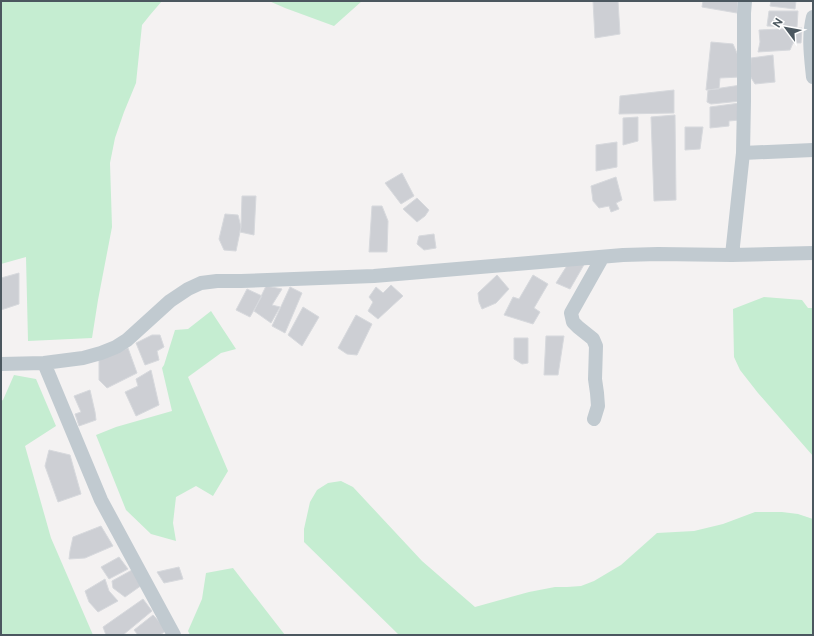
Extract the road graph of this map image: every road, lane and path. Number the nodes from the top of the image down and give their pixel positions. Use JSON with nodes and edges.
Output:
{"nodes":[{"id":1,"x":745,"y":1,"type":"edge"},
{"id":2,"x":813,"y":17,"type":"edge"},
{"id":3,"x":813,"y":77,"type":"edge"},
{"id":4,"x":813,"y":150,"type":"edge"},
{"id":5,"x":743,"y":153,"type":"junction"},
{"id":6,"x":813,"y":253,"type":"edge"},
{"id":7,"x":732,"y":255,"type":"junction"},
{"id":8,"x":602,"y":258,"type":"junction"},
{"id":9,"x":44,"y":363,"type":"junction"},
{"id":10,"x":1,"y":364,"type":"edge"},
{"id":11,"x":594,"y":419,"type":"dead end"},
{"id":12,"x":174,"y":635,"type":"edge"}],
"edges":[{"from":1,"to":5,"type":"street"},
{"from":2,"to":3,"type":"street"},
{"from":4,"to":5,"type":"street"},
{"from":5,"to":7,"type":"street"},
{"from":6,"to":7,"type":"street"},
{"from":7,"to":8,"type":"street"},
{"from":8,"to":9,"type":"street"},
{"from":8,"to":11,"type":"street"},
{"from":9,"to":10,"type":"street"},
{"from":9,"to":12,"type":"street"}]}
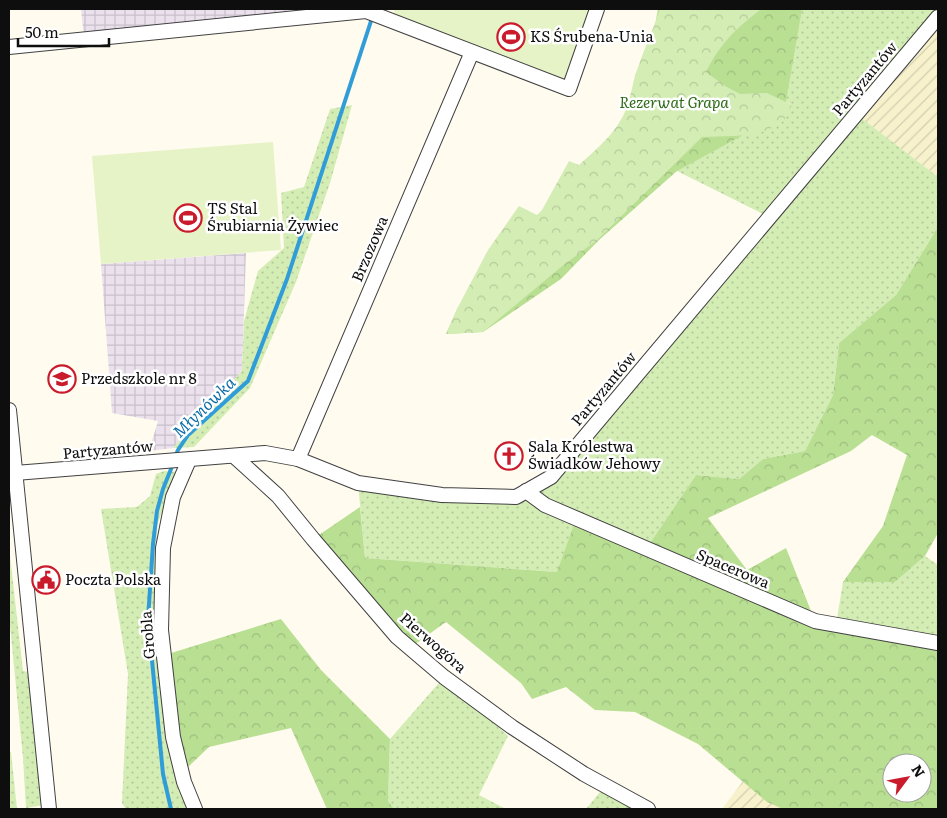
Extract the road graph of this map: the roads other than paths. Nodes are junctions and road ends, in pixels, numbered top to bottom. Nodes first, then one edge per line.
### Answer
1 (597, 9) edge
2 (938, 17) edge
3 (9, 47) edge
4 (472, 52) junction
5 (9, 410) edge
6 (234, 456) junction
7 (298, 459) junction
8 (190, 460) junction
9 (15, 473) junction
10 (526, 491) junction
11 (938, 644) edge
12 (49, 809) edge
13 (194, 809) edge
14 (648, 809) edge

1 - 4 street
2 - 10 street, Partyzantów
3 - 4 street
4 - 7 street, Brzozowa
5 - 9 street
6 - 7 street, Partyzantów
6 - 8 street, Partyzantów
6 - 14 street, Pierwogóra
7 - 10 street, Partyzantów
8 - 9 street, Partyzantów
8 - 13 street, Grobla
9 - 12 street
10 - 11 street, Spacerowa

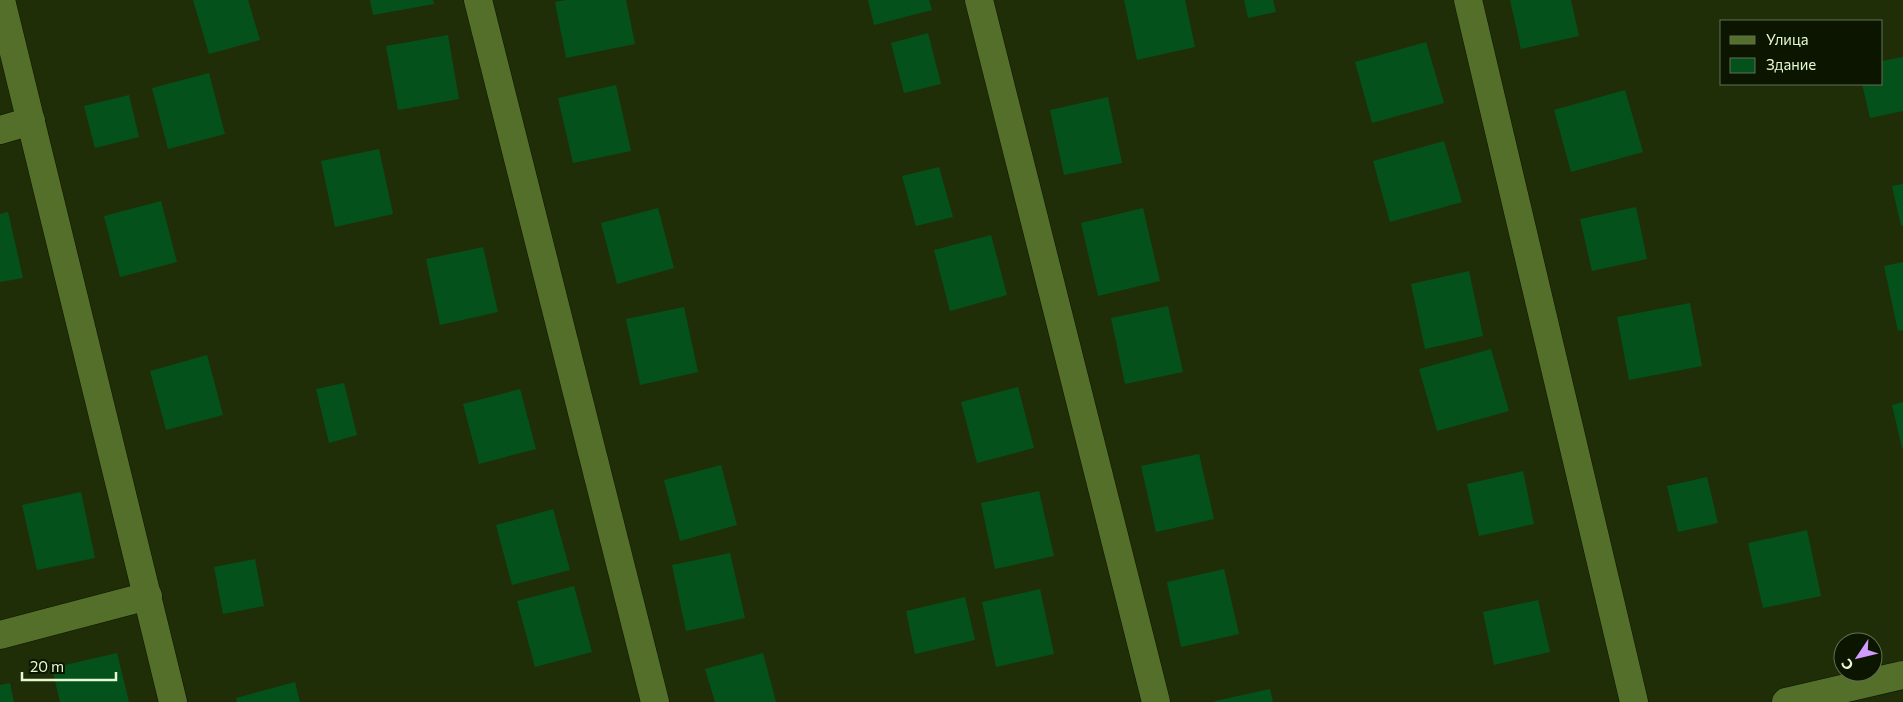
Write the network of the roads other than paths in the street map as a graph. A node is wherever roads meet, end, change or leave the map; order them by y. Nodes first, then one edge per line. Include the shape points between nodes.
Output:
1 (1, 0) edge
2 (478, 0) edge
3 (979, 0) edge
4 (1468, 0) edge
5 (31, 121) junction
6 (0, 130) edge
7 (148, 596) junction
8 (0, 635) edge
9 (1903, 675) edge
10 (173, 702) edge
11 (655, 702) edge
12 (1156, 702) edge
13 (1634, 702) edge
14 (1786, 702) edge

1 - 5 street
2 - 11 street
3 - 12 street
4 - 13 street
5 - 6 street
5 - 7 street
7 - 8 street
7 - 10 street
9 - 14 street

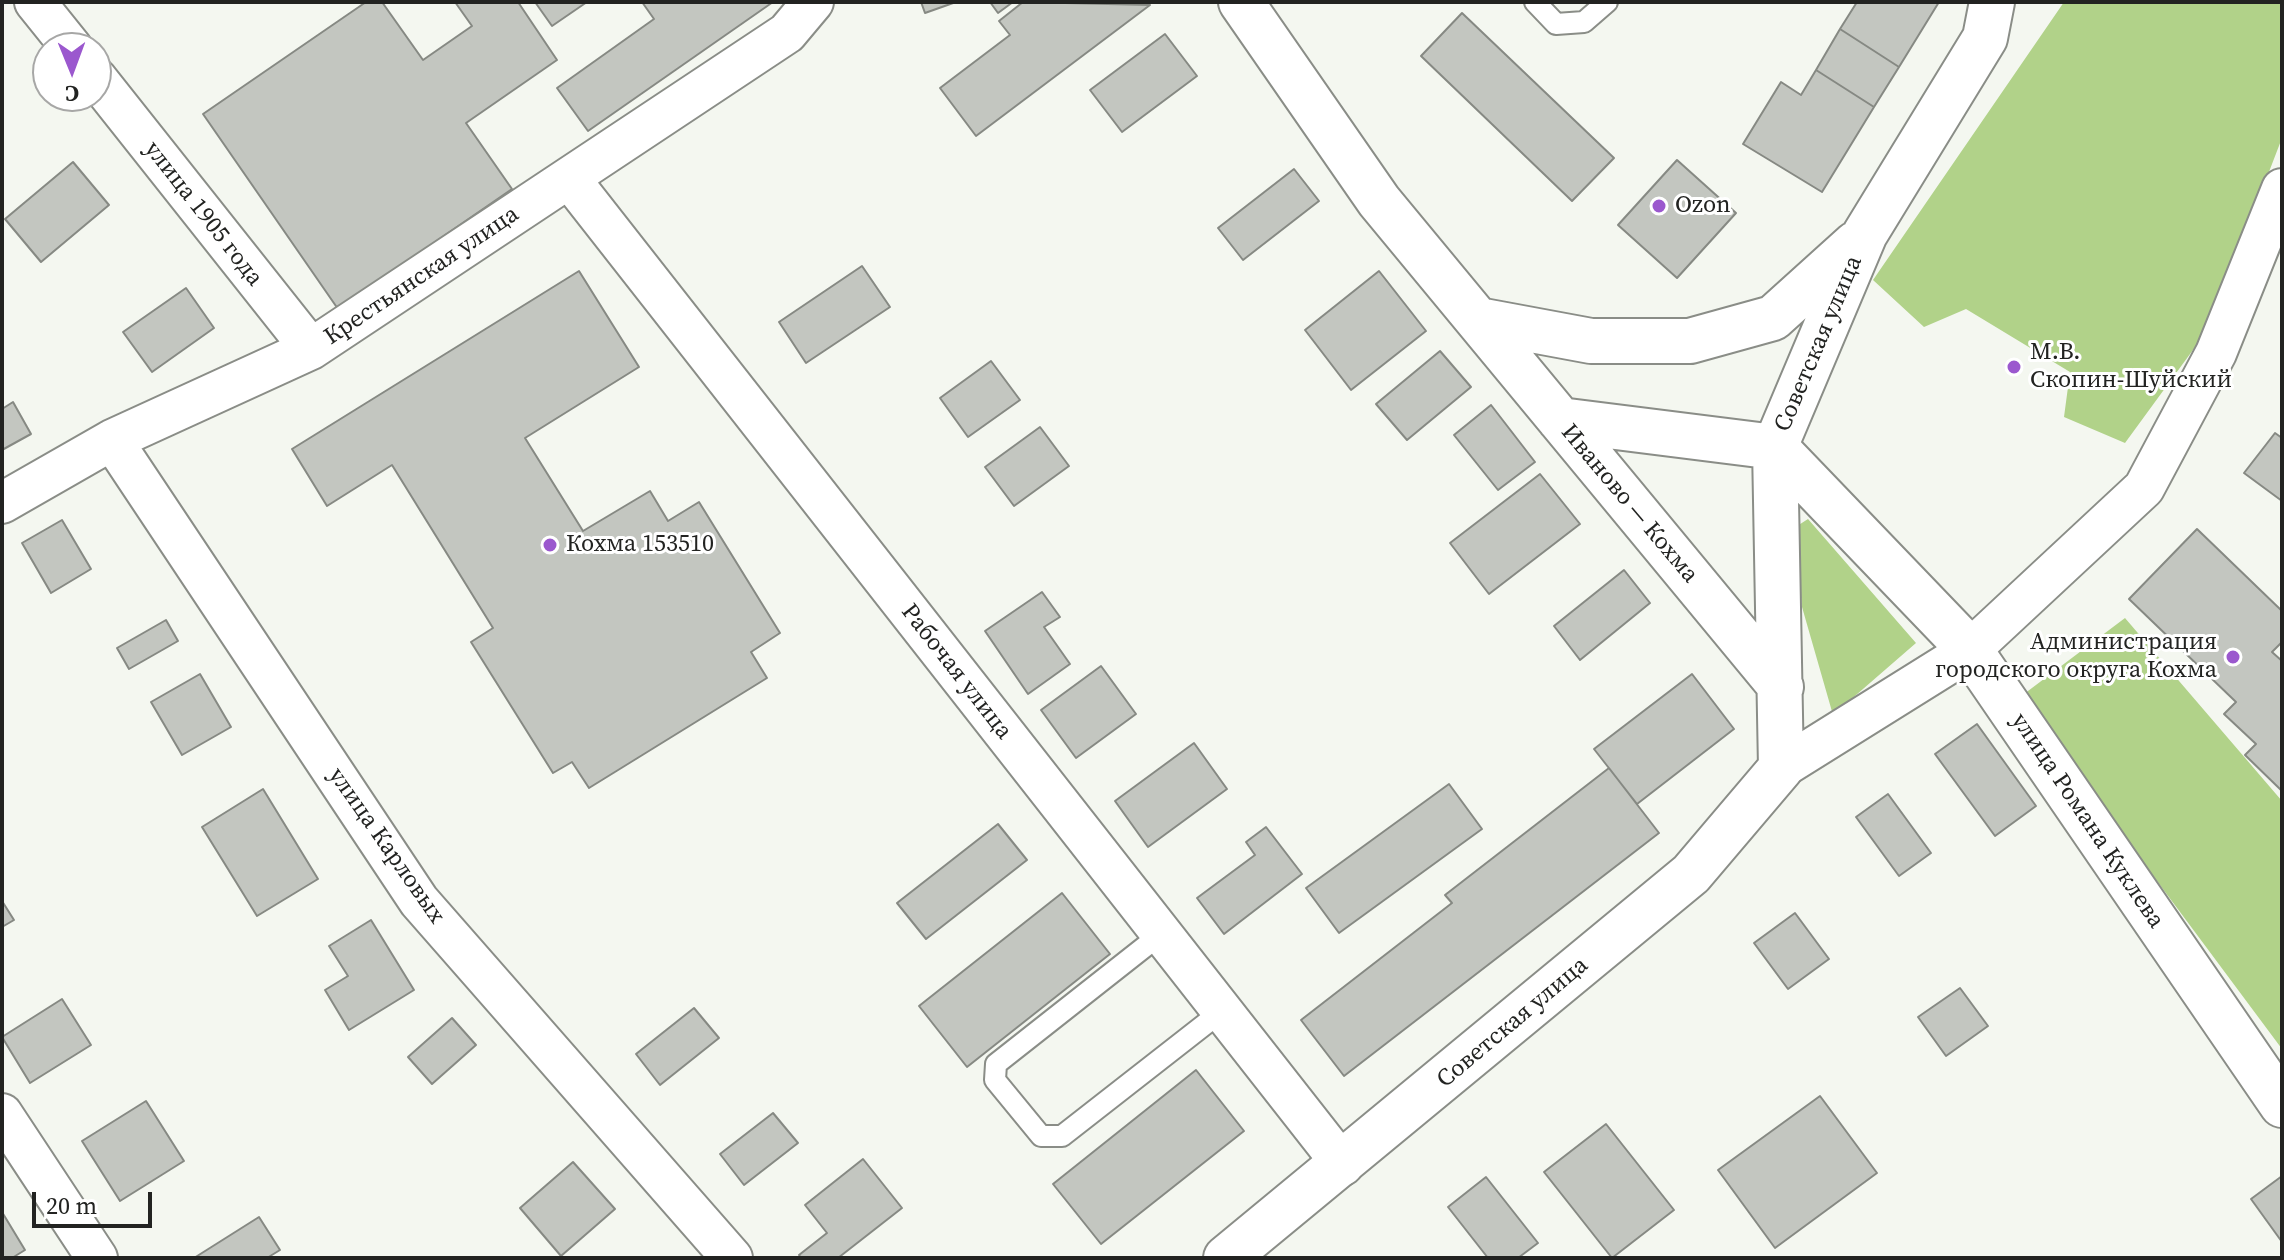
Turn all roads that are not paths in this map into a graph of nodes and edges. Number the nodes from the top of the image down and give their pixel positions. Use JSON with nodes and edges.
{"nodes":[{"id":1,"x":35,"y":2,"type":"edge"},
{"id":2,"x":813,"y":2,"type":"edge"},
{"id":3,"x":1241,"y":2,"type":"edge"},
{"id":4,"x":1535,"y":2,"type":"edge"},
{"id":5,"x":1607,"y":2,"type":"edge"},
{"id":6,"x":1992,"y":2,"type":"edge"},
{"id":7,"x":59,"y":32,"type":"edge"},
{"id":8,"x":112,"y":98,"type":"edge"},
{"id":9,"x":569,"y":178,"type":"junction"},
{"id":10,"x":2282,"y":189,"type":"edge"},
{"id":11,"x":1865,"y":234,"type":"junction"},
{"id":12,"x":1478,"y":320,"type":"junction"},
{"id":13,"x":311,"y":349,"type":"junction"},
{"id":14,"x":1560,"y":420,"type":"junction"},
{"id":15,"x":112,"y":440,"type":"junction"},
{"id":16,"x":1775,"y":447,"type":"junction"},
{"id":17,"x":2,"y":503,"type":"edge"},
{"id":18,"x":1970,"y":650,"type":"junction"},
{"id":19,"x":1781,"y":687,"type":"junction"},
{"id":20,"x":1781,"y":768,"type":"junction"},
{"id":21,"x":1161,"y":934,"type":"junction"},
{"id":22,"x":1222,"y":1011,"type":"junction"},
{"id":23,"x":2282,"y":1105,"type":"edge"},
{"id":24,"x":2,"y":1114,"type":"edge"},
{"id":25,"x":1343,"y":1165,"type":"junction"},
{"id":26,"x":97,"y":1258,"type":"edge"},
{"id":27,"x":732,"y":1258,"type":"edge"},
{"id":28,"x":1226,"y":1258,"type":"edge"}],
"edges":[{"from":1,"to":7,"type":"street"},
{"from":2,"to":9,"type":"street","name":"Крестьянская улица"},
{"from":3,"to":12,"type":"main road","name":"Иваново — Кохма"},
{"from":4,"to":5,"type":"lane"},
{"from":6,"to":11,"type":"main road","name":"Советская улица"},
{"from":8,"to":13,"type":"street","name":"улица 1905 года"},
{"from":9,"to":13,"type":"street","name":"Крестьянская улица"},
{"from":9,"to":21,"type":"street","name":"Рабочая улица"},
{"from":10,"to":18,"type":"street","name":"Советская улица"},
{"from":11,"to":12,"type":"main road"},
{"from":11,"to":16,"type":"main road","name":"Советская улица"},
{"from":12,"to":14,"type":"main road","name":"Иваново — Кохма"},
{"from":13,"to":15,"type":"street","name":"Крестьянская улица"},
{"from":14,"to":16,"type":"main road"},
{"from":14,"to":19,"type":"main road","name":"Иваново — Кохма"},
{"from":15,"to":17,"type":"street","name":"Крестьянская улица"},
{"from":15,"to":27,"type":"street","name":"улица Карловых"},
{"from":16,"to":18,"type":"main road","name":"улица Романа Куклева"},
{"from":16,"to":19,"type":"main road","name":"Советская улица"},
{"from":18,"to":20,"type":"street","name":"Советская улица"},
{"from":18,"to":23,"type":"main road","name":"улица Романа Куклева"},
{"from":19,"to":20,"type":"main road","name":"Советская улица"},
{"from":20,"to":25,"type":"main road","name":"Советская улица"},
{"from":21,"to":22,"type":"street","name":"Рабочая улица"},
{"from":21,"to":22,"type":"lane"},
{"from":22,"to":25,"type":"street","name":"Рабочая улица"},
{"from":24,"to":26,"type":"street"},
{"from":25,"to":28,"type":"main road","name":"Советская улица"}]}
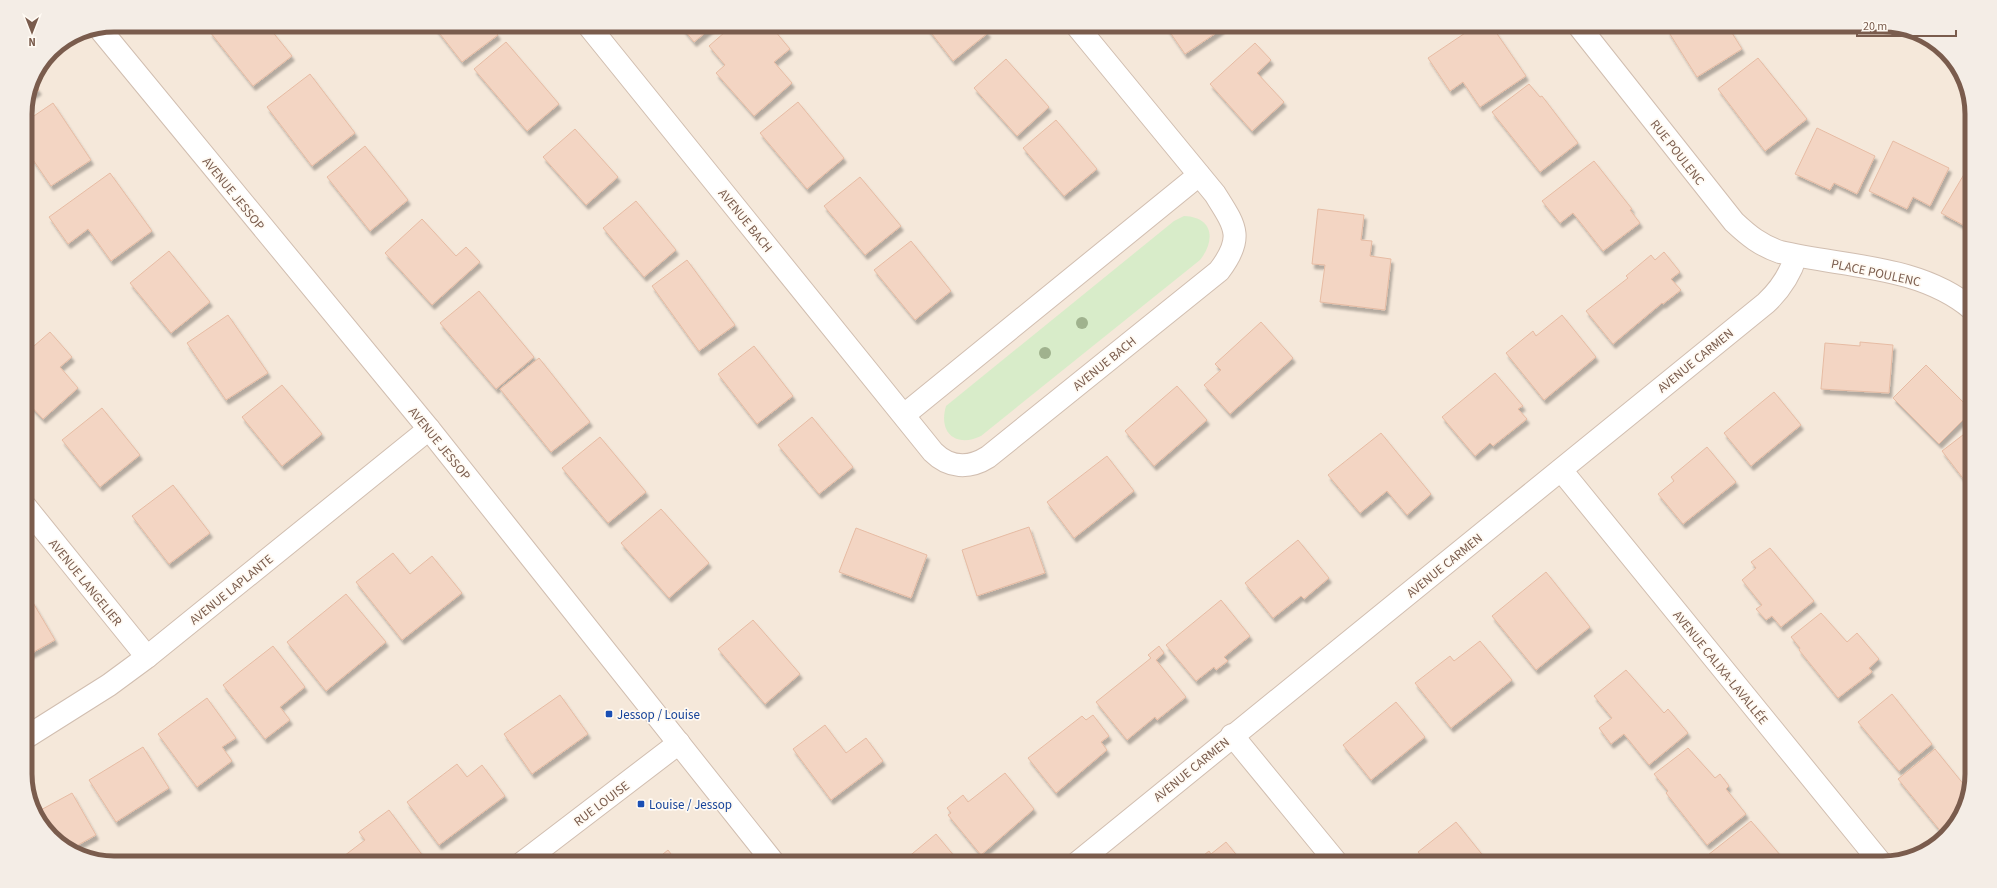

---

→ **WHAT IS BEING ASKED**
Show all lines of the material in which the word "their" can be found.

→ **SOLUTION FOR THIS PROBLEM**
Extract the road graph of this map image: every road, lane and path. Number the nodes from the top of the image down and give their pixel positions. Use JSON with nodes and edges.
Turn all roads that are not paths in this map into a graph of nodes and edges. Number the nodes from the top of the image down and give their pixel positions. Use JSON with nodes and edges.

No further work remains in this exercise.